The Neuro-QoL Fatigue CAT mean T-scores were similar for all patients in the study across all age groups. However, adult patients had mean T-scores slightly lower than the reference population (outpatients with neurological disorders) [24]. The Neuro-QoL Pediatric Pain mean T-score was lower than that in the reference population (children with epilepsy and muscular dystrophy), but within the 1-SD limit [39]. In the case of the PROMIS adult Pain Interference CAT, the mean T-score was similar to that in the general population [26]. Considering the different reference populations applied in the calculation of T-scores, pain seemed to be more relevant for children than for adults, and vice versa for fatigue.

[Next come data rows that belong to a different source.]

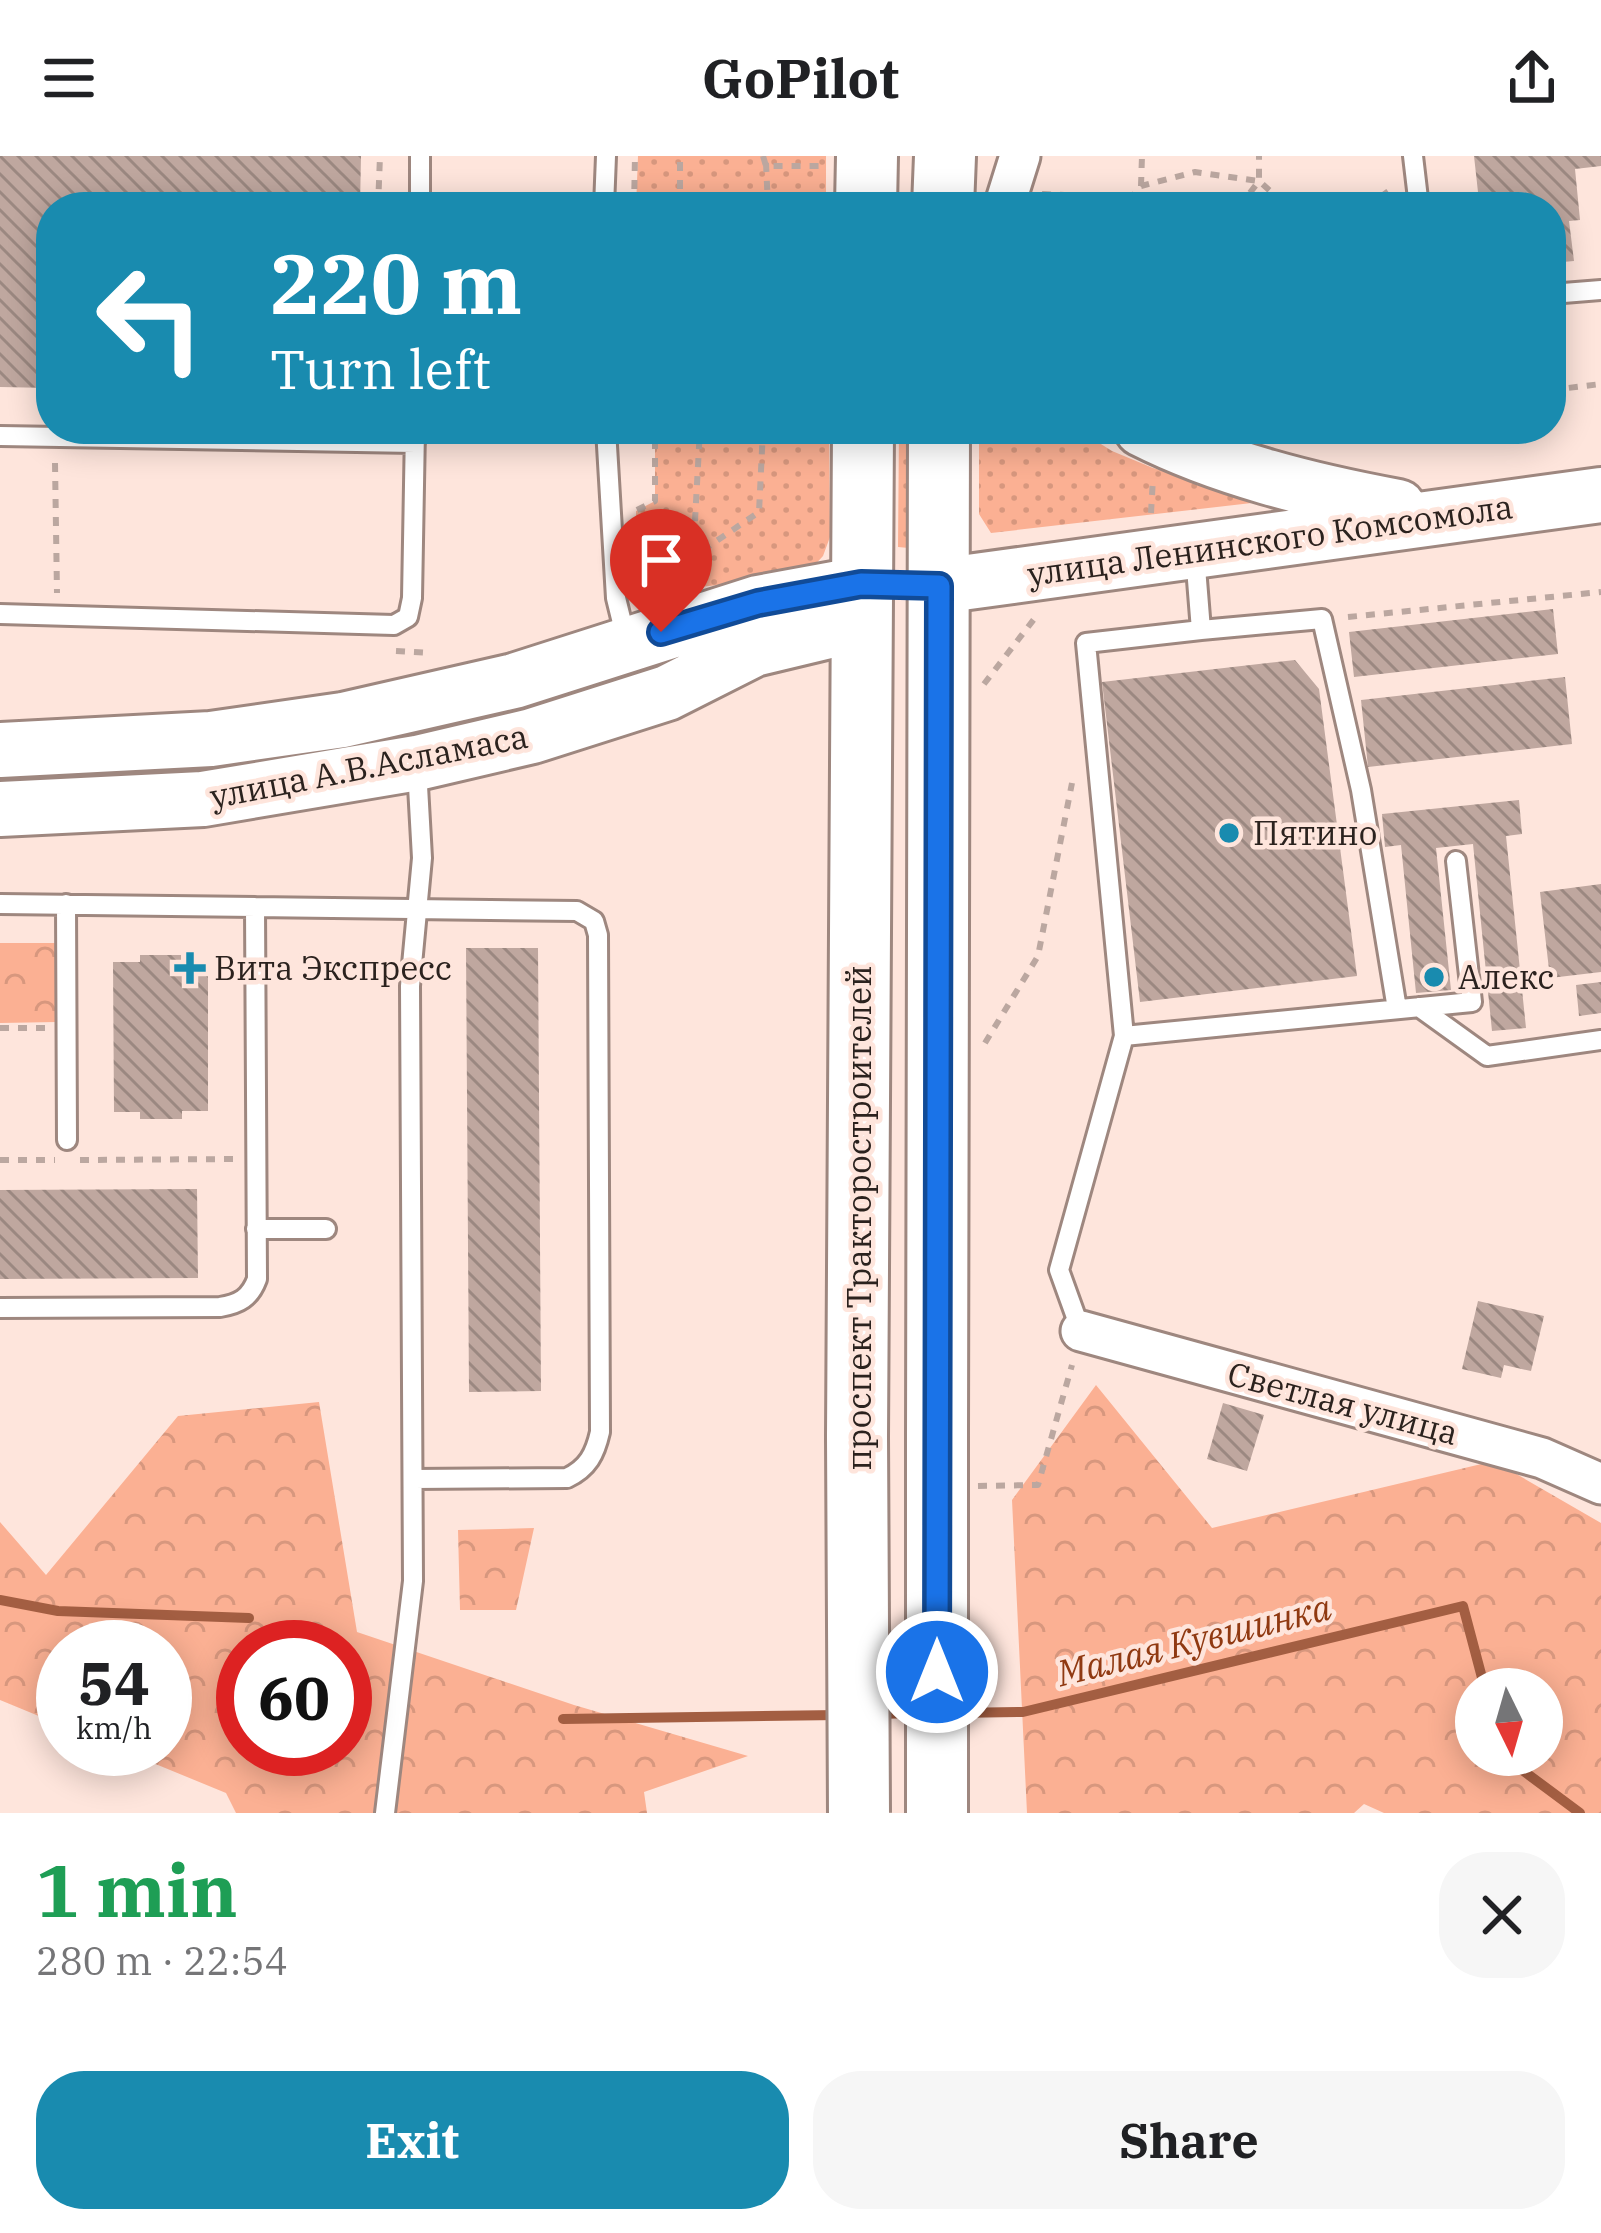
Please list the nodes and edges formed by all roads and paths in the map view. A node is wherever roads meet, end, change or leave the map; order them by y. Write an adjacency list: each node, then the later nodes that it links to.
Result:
1 (380, 156): 14 (path)
2 (420, 156): 15 (lane)
3 (606, 156): 16 (lane)
4 (635, 156): 17 (path)
5 (680, 156): 18 (path)
6 (1142, 156): 13 (path)
7 (1259, 156): 11 (path)
8 (1413, 156): 24 (lane)
9 (765, 159): 10 (path); 19 (path)
10 (853, 176)
11 (1259, 182): 13 (path); 22 (path); 23 (path)
12 (1017, 185): 20 (path)
13 (1141, 186): 21 (path)
14 (379, 192)
15 (419, 192)
16 (605, 192)
17 (634, 192)
18 (680, 192)
19 (767, 192)
20 (1078, 192)
21 (1136, 192)
22 (1251, 192)
23 (1271, 192)
24 (1417, 192)
25 (1601, 290): 26 (lane)
26 (1566, 293)
27 (1601, 384): 28 (path)
28 (1566, 389)
29 (0, 436): 30 (lane)
30 (36, 436)
31 (55, 444): 53 (path)
32 (415, 444): 53 (lane)
33 (607, 444): 56 (lane)
34 (655, 444): 44 (path)
35 (699, 444): 46 (path)
36 (762, 444): 46 (path)
37 (863, 444): 50 (main road, проспект Тракторостроителей)
38 (939, 444): 48 (main road)
39 (1174, 444): 42 (street)
40 (1148, 449): 43 (path)
41 (1601, 495): 42 (street, улица Ленинского Комсомола)
42 (1441, 516): 45 (street, улица Ленинского Комсомола)
43 (1151, 517)
44 (636, 530)
45 (1195, 550): 48 (street, улица Ленинского Комсомола); 55 (lane)
46 (693, 557): 47 (path)
47 (636, 567)
48 (939, 586): 50 (main road); 57 (main road)
49 (1601, 592): 54 (path)
50 (861, 604): 56 (street, улица А.В.Асламаса); 60 (street, улица А.В.Асламаса); 86 (main road, проспект Тракторостроителей, bridge)
51 (1041, 610): 57 (path)
52 (0, 614): 53 (lane)
53 (54, 615)
54 (1322, 619): 55 (lane); 70 (lane)
55 (1202, 630): 73 (lane)
56 (627, 643): 58 (street, улица А.В.Асламаса)
57 (960, 697): 87 (main road, bridge)
58 (92, 747): 59 (street, улица А.В.Асламаса); 62 (street)
59 (0, 750)
60 (417, 764): 62 (street, улица А.В.Асламаса); 68 (lane)
61 (1073, 780): 75 (path)
62 (96, 806): 63 (street, улица А.В.Асламаса)
63 (0, 809)
64 (1456, 861): 69 (lane)
65 (0, 904): 66 (lane)
66 (66, 904): 67 (lane); 72 (lane)
67 (255, 908): 68 (lane); 77 (lane)
68 (417, 909): 83 (lane); 83 (lane)
69 (1419, 1007): 70 (lane); 74 (lane)
70 (1397, 1010): 73 (lane)
71 (0, 1028): 72 (path)
72 (67, 1028): 76 (lane)
73 (1124, 1036): 82 (lane)
74 (1601, 1040)
75 (986, 1043)
76 (67, 1140)
77 (256, 1159): 78 (path); 79 (lane)
78 (0, 1160)
79 (256, 1229): 80 (lane); 81 (lane)
80 (326, 1229)
81 (0, 1308)
82 (1081, 1331): 84 (street, Светлая улица)
83 (413, 1478): 85 (lane)
84 (1601, 1484)
85 (385, 1813)
86 (859, 1813)
87 (938, 1813)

Overall, this study shows the overall good reliability and discriminant validity of this set of measurements in a large cohort of patients routinely followed-up in neuromuscular clinics. Furthermore, the longitudinal validity was also shown for a few of its items. All this suggests its usefulness in routine clinical practice to assess domains that are not captured by current motor function scales.

The main limitations of the study are a short follow-up period and a highly heterogeneous sample of patients with a wide range of ages and disabilities, with and without treatment. This may have affected the longitudinal validity of a few items. Considering their diverse clinical characteristics and symptoms, children and adults might require different measurement instruments. The effect of treatment could affect the discriminant validity according to SMA type, which could explain the lack of differences in the scores found between some subtypes. However, this should not affect its validity according to functionality and CGI-S score, as the latter already captures the treatment effects. In addition, no information was collected on standard non-pharmacological care received by patients, such as rehabilitation, including that could have an impact on the different dimensions assessed.

Conclusions

Understanding the impact of disease from patient and caregiver perspectives may facilitate shared decision-making in SMA care. This new set of instruments is a comprehensive and reliable tool to assess the severity of symptoms in clinical practice. Further studies, stratified by patient subgroup (e.g., children versus adults, ambulant versus non-ambulant, treated versus non-treated) and with longer follow-up are needed to determine its sensitivity to detect changes. Moreover, the validation of this tool against other clinical tests or biomarkers may help to confirm its construct validity.